Extracted data entries:
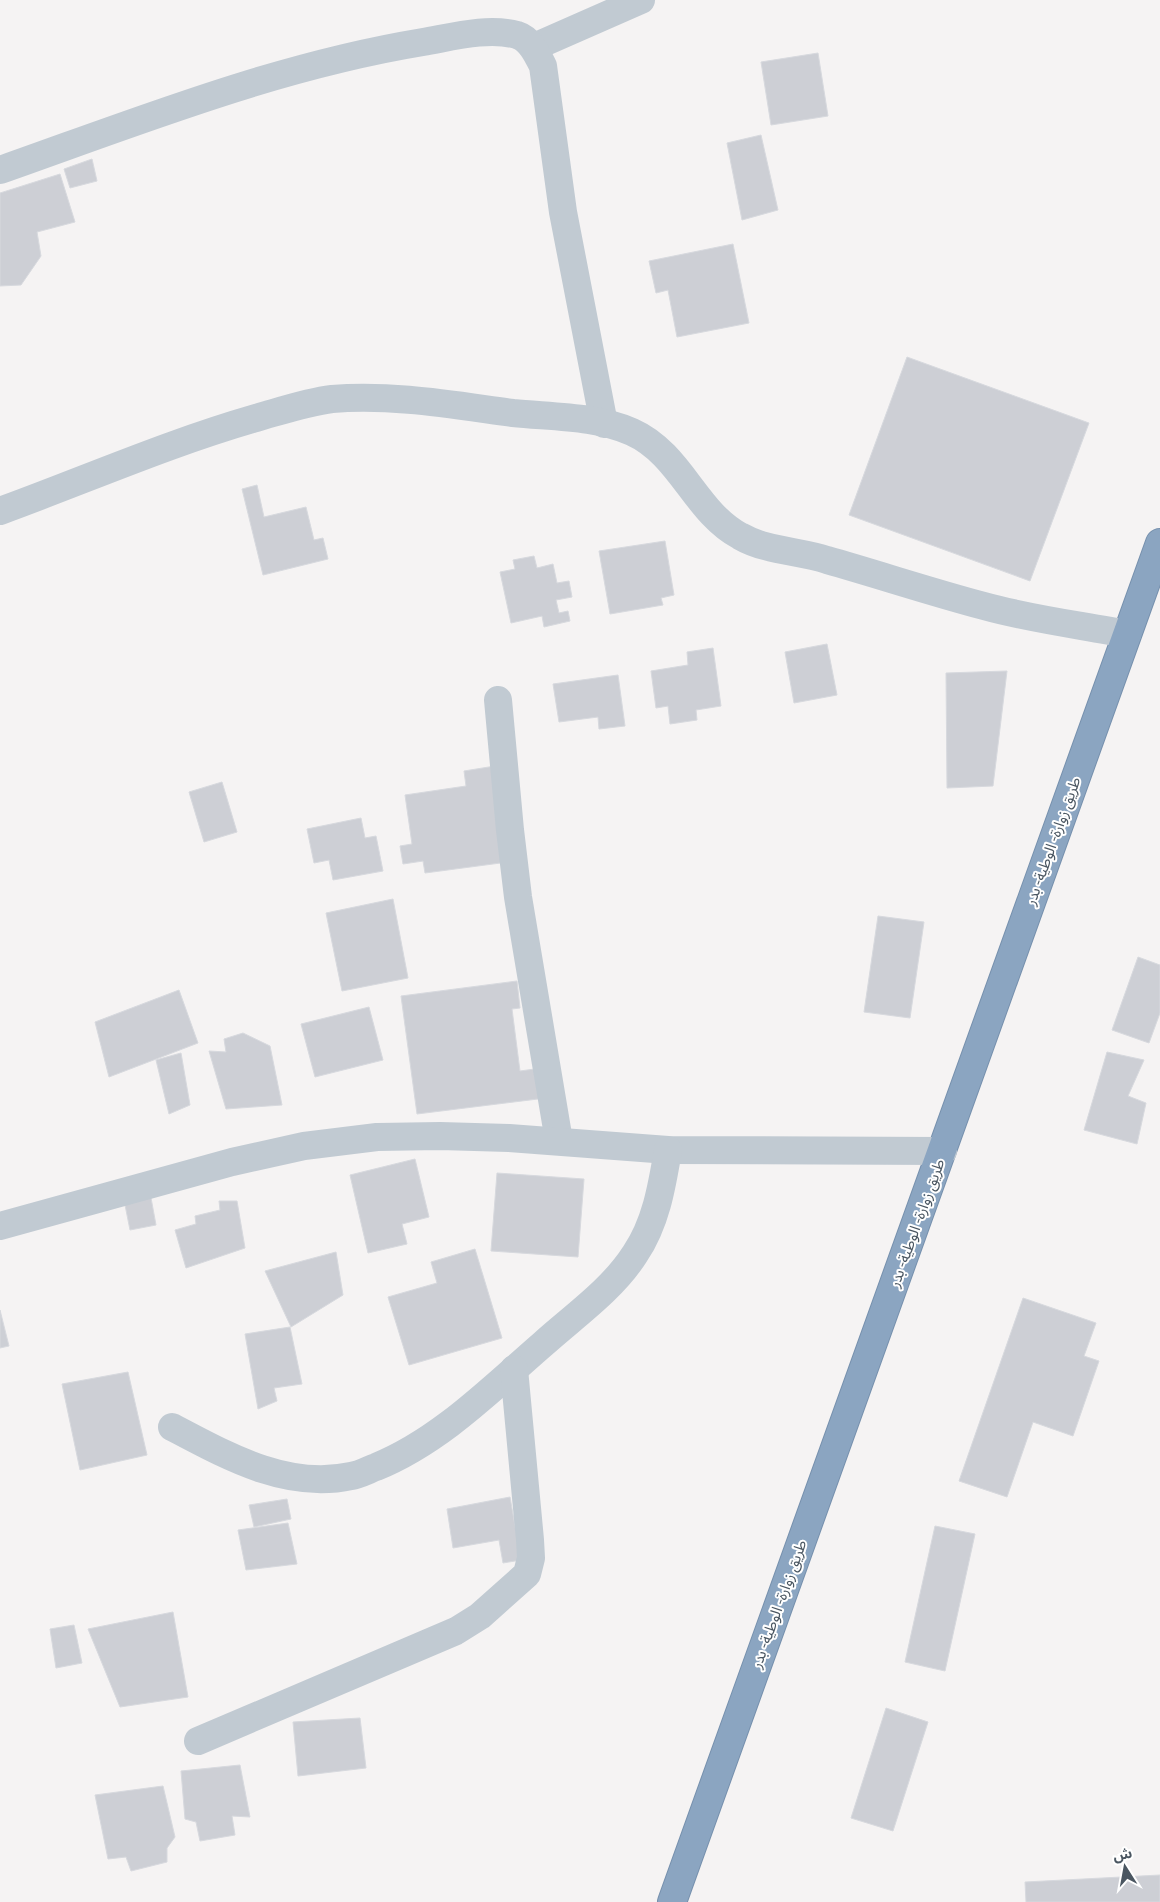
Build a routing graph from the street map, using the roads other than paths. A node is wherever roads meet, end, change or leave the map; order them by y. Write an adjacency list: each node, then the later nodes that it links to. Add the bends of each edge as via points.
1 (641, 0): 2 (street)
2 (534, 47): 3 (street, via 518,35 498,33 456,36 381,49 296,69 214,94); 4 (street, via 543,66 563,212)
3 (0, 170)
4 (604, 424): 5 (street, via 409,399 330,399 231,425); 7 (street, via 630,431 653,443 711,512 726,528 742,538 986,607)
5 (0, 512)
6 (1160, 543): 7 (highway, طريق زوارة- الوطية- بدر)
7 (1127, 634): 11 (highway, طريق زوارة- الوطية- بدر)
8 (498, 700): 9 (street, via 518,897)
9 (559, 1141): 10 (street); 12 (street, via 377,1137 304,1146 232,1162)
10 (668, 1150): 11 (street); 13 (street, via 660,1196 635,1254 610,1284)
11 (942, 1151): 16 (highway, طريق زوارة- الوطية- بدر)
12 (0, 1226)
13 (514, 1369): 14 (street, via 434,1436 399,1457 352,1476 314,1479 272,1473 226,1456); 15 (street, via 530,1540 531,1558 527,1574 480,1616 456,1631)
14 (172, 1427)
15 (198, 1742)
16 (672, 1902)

What you are asked to do
Reproduce the data above word for word and omit the images.

Completed exercise
Build a routing graph from the street map, using the roads other than paths. A node is wherever roads meet, end, change or leave the map; order them by y. Write an adjacency list: each node, then the later nodes that it links to. Add the bends of each edge as via points.
1 (641, 0): 2 (street)
2 (534, 47): 3 (street, via 518,35 498,33 456,36 381,49 296,69 214,94); 4 (street, via 543,66 563,212)
3 (0, 170)
4 (604, 424): 5 (street, via 409,399 330,399 231,425); 7 (street, via 630,431 653,443 711,512 726,528 742,538 986,607)
5 (0, 512)
6 (1160, 543): 7 (highway, طريق زوارة- الوطية- بدر)
7 (1127, 634): 11 (highway, طريق زوارة- الوطية- بدر)
8 (498, 700): 9 (street, via 518,897)
9 (559, 1141): 10 (street); 12 (street, via 377,1137 304,1146 232,1162)
10 (668, 1150): 11 (street); 13 (street, via 660,1196 635,1254 610,1284)
11 (942, 1151): 16 (highway, طريق زوارة- الوطية- بدر)
12 (0, 1226)
13 (514, 1369): 14 (street, via 434,1436 399,1457 352,1476 314,1479 272,1473 226,1456); 15 (street, via 530,1540 531,1558 527,1574 480,1616 456,1631)
14 (172, 1427)
15 (198, 1742)
16 (672, 1902)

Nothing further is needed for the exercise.